(Stored items)
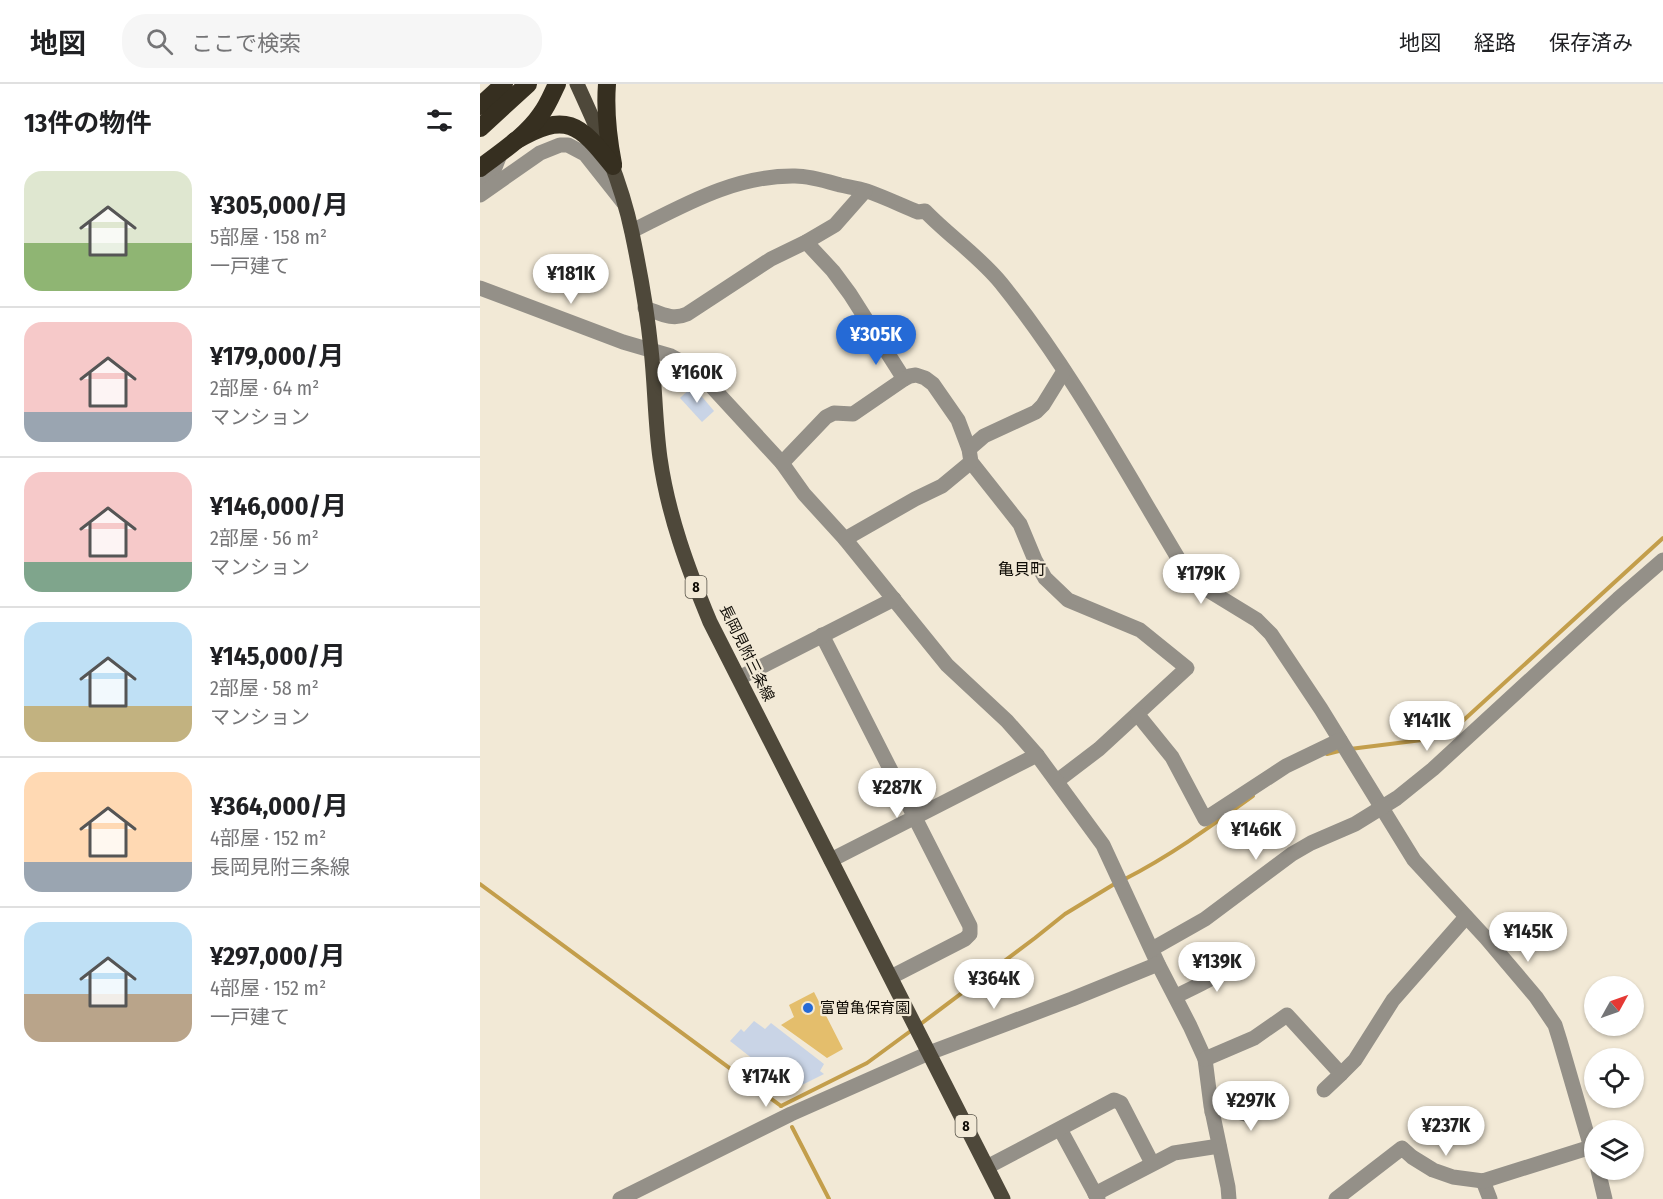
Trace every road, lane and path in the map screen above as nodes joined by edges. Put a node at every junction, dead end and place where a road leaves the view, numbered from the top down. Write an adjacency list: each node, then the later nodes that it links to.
1 (504, 84): 6 (highway)
2 (557, 84): 8 (highway)
3 (577, 84): 9 (main road, 長岡見附三条線 / 8)
4 (608, 84): 9 (highway)
5 (526, 86): 7 (highway)
6 (480, 106)
7 (480, 128)
8 (508, 147): 9 (highway); 10 (highway); 11 (street)
9 (613, 166): 14 (main road, 長岡見附三条線 / 8)
10 (480, 168)
11 (480, 182)
12 (865, 191): 15 (street); 16 (street); 20 (street)
13 (480, 195): 14 (street)
14 (625, 204): 15 (main road, 長岡見附三条線 / 8)
15 (632, 231): 18 (main road, 長岡見附三条線 / 8)
16 (806, 242): 18 (street); 21 (street)
17 (480, 288): 19 (street)
18 (645, 308): 19 (main road, 長岡見附三条線 / 8)
19 (651, 351): 23 (street); 28 (main road, 長岡見附三条線 / 8)
20 (1064, 371): 22 (street); 30 (street)
21 (904, 379): 22 (street); 23 (street)
22 (970, 456): 24 (street); 29 (street)
23 (782, 463): 24 (street)
24 (845, 539): 26 (street)
25 (1663, 560): 33 (street)
26 (894, 599): 27 (street); 31 (street)
27 (822, 635): 28 (street); 34 (street)
28 (739, 678): 35 (main road, 長岡見附三条線 / 8)
29 (1138, 715): 30 (street); 32 (street)
30 (1340, 740): 33 (street)
31 (1037, 755): 32 (street); 34 (street)
32 (1057, 781): 37 (street)
33 (1381, 808): 36 (street); 37 (street)
34 (915, 816): 35 (street); 40 (street)
35 (831, 860): 40 (main road, 長岡見附三条線 / 8)
36 (1466, 916): 44 (street); 48 (street)
37 (1152, 949): 39 (street)
38 (1235, 959): 41 (street)
39 (1158, 964): 41 (street); 42 (street)
40 (891, 977): 42 (main road, 長岡見附三条線 / 8)
41 (1176, 996): 43 (street)
42 (929, 1053): 53 (main road, 長岡見附三条線 / 8); 57 (street)
43 (1205, 1059): 44 (street); 47 (street)
44 (1341, 1074): 45 (street)
45 (1324, 1090)
46 (1272, 1101): 47 (street)
47 (1212, 1112): 50 (street)
48 (1584, 1123)
49 (1060, 1128): 52 (street); 53 (street); 56 (street)
50 (1220, 1146): 52 (street); 59 (street)
51 (1584, 1155): 55 (street)
52 (1152, 1163): 56 (street)
53 (987, 1167): 58 (main road, 長岡見附三条線 / 8)
54 (1600, 1180): 62 (street)
55 (1483, 1181): 60 (street); 61 (street)
56 (1097, 1196)
57 (620, 1199)
58 (1003, 1199)
59 (1229, 1199)
60 (1336, 1199)
61 (1490, 1199)
62 (1605, 1199)

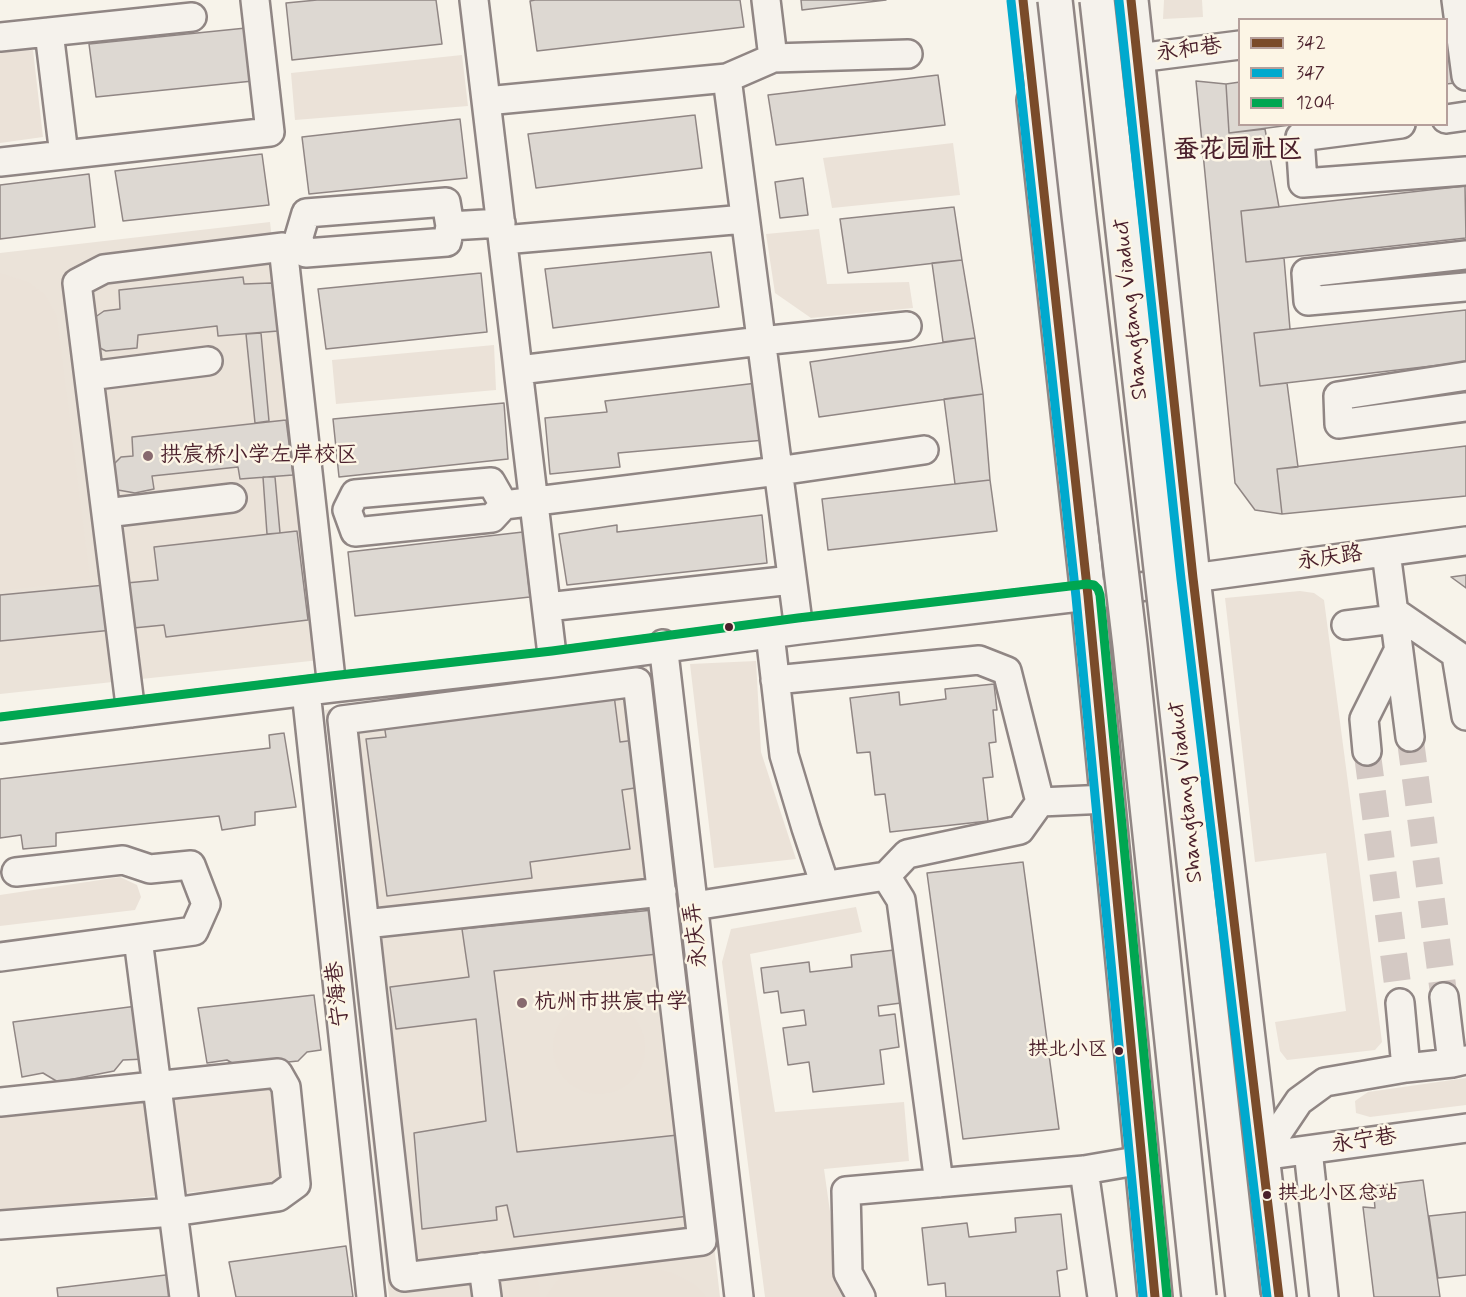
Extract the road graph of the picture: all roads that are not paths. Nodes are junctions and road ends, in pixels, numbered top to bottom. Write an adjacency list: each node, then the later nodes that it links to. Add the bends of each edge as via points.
1 (255, 0): 25 (street, via 270,132)
2 (474, 0): 21 (street)
3 (766, 0): 16 (street)
4 (1023, 0): 51 (main road)
5 (1031, 0): 28 (main road, bridge, via 1044,106)
6 (1055, 0): 28 (main road, Shangtang Viaduct, bridge)
7 (1097, 0): 20 (main road, Shangtang Viaduct, bridge)
8 (1113, 0): 20 (main road, bridge)
9 (1131, 0): 17 (main road)
10 (1456, 13): 18 (street)
11 (192, 18): 12 (street)
12 (49, 32): 13 (street); 25 (street)
13 (0, 37)
14 (1238, 45): 17 (street, 永和巷)
15 (908, 54): 16 (street)
16 (773, 58): 19 (street)
17 (1138, 58): 49 (main road)
18 (1466, 76)
19 (727, 78): 21 (street); 29 (street)
20 (1107, 91): 103 (main road, Shangtang Viaduct, bridge)
21 (486, 101): 31 (street)
22 (1466, 116): 23 (street)
23 (1448, 119)
24 (1385, 126): 27 (street, via 1300,137 1302,183)
25 (64, 154): 26 (street)
26 (0, 162)
27 (1466, 171)
28 (1079, 215): 102 (main road, Shangtang Viaduct, bridge)
29 (745, 219): 31 (street); 35 (street)
30 (450, 226): 30 (street, via 446,202 306,213 298,240 306,253 447,242); 31 (street)
31 (502, 231): 37 (street)
32 (1466, 255): 33 (street, via 1306,273 1308,301)
33 (1466, 287)
34 (907, 326): 35 (street)
35 (761, 340): 37 (street); 42 (street)
36 (208, 361): 38 (street)
37 (519, 370): 44 (street)
38 (89, 376): 46 (street); 62 (street, 宁海巷, via 78,283 104,269 283,247)
39 (1466, 376): 40 (street, via 1338,396 1339,424)
40 (1466, 407)
41 (924, 450): 42 (street)
42 (778, 471): 44 (street); 50 (street)
43 (232, 498): 46 (street)
44 (534, 501): 45 (street); 52 (street)
45 (504, 505): 45 (street, via 492,518 354,532 347,510 354,494 491,482)
46 (106, 513): 63 (street)
47 (1466, 541): 48 (street, 永庆路)
48 (1386, 552): 49 (street, 永庆路); 53 (street)
49 (1193, 578): 51 (street, 永庆路); 88 (main road)
50 (792, 580): 52 (street); 55 (street)
51 (1088, 596): 55 (street); 68 (main road)
52 (547, 607): 60 (street)
53 (1394, 615): 54 (street); 58 (street); 59 (street)
54 (1346, 625)
55 (799, 630): 56 (street)
56 (770, 634): 57 (street); 61 (street)
57 (663, 646): 60 (street); 74 (street, 永庆弄)
58 (1398, 651): 66 (street); 67 (street, via 1364,719)
59 (1461, 658): 64 (street)
60 (554, 663): 62 (street)
61 (775, 680): 69 (street, via 979,660 1007,671); 72 (street, via 784,755)
62 (319, 689): 63 (street); 96 (street, 宁海巷)
63 (131, 713): 65 (street)
64 (1466, 716)
65 (0, 729)
66 (1410, 737)
67 (1367, 751)
68 (1107, 799): 69 (street); 89 (main road)
69 (1040, 802): 71 (street, via 1020,830 907,854)
70 (16, 872): 76 (street, via 123,860 150,869 191,866 206,904 194,931)
71 (886, 876): 72 (street); 91 (street, via 901,900)
72 (825, 885): 74 (street)
73 (662, 891): 75 (street); 75 (street, via 637,682 342,720); 81 (street)
74 (694, 906): 80 (street, 永庆弄)
75 (365, 924): 94 (street, via 404,1277)
76 (138, 939): 77 (street); 84 (street)
77 (0, 957)
78 (1444, 997): 82 (street)
79 (1400, 1002): 83 (street)
80 (709, 1034): 81 (street); 98 (street, 永庆弄)
81 (679, 1035): 94 (street, via 702,1240)
82 (1459, 1062): 83 (street)
83 (1406, 1068): 88 (street, via 1325,1083 1299,1101)
84 (157, 1086): 85 (street); 92 (street); 92 (street, via 278,1073 286,1087 296,1184 278,1197)
85 (0, 1102)
86 (1466, 1128): 87 (street, 永宁巷)
87 (1308, 1150): 88 (street, 永宁巷); 105 (street)
88 (1263, 1156): 104 (main road)
89 (1142, 1160): 90 (street); 101 (main road)
90 (1084, 1170): 91 (street); 100 (street)
91 (939, 1183): 99 (street, via 846,1191 848,1273)
92 (173, 1212): 93 (street); 95 (street)
93 (0, 1226)
94 (483, 1267): 97 (street)
95 (184, 1297)
96 (371, 1297)
97 (487, 1297)
98 (739, 1297)
99 (861, 1297)
100 (1102, 1297)
101 (1155, 1297)
102 (1199, 1297)
103 (1244, 1297)
104 (1279, 1297)
105 (1324, 1297)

TASK DIRECTIONS: Show all lines in the entries above where the string "Shangtang" appears.

ANSWER TO THIS TASK:
6 (1055, 0): 28 (main road, Shangtang Viaduct, bridge)
7 (1097, 0): 20 (main road, Shangtang Viaduct, bridge)
20 (1107, 91): 103 (main road, Shangtang Viaduct, bridge)
28 (1079, 215): 102 (main road, Shangtang Viaduct, bridge)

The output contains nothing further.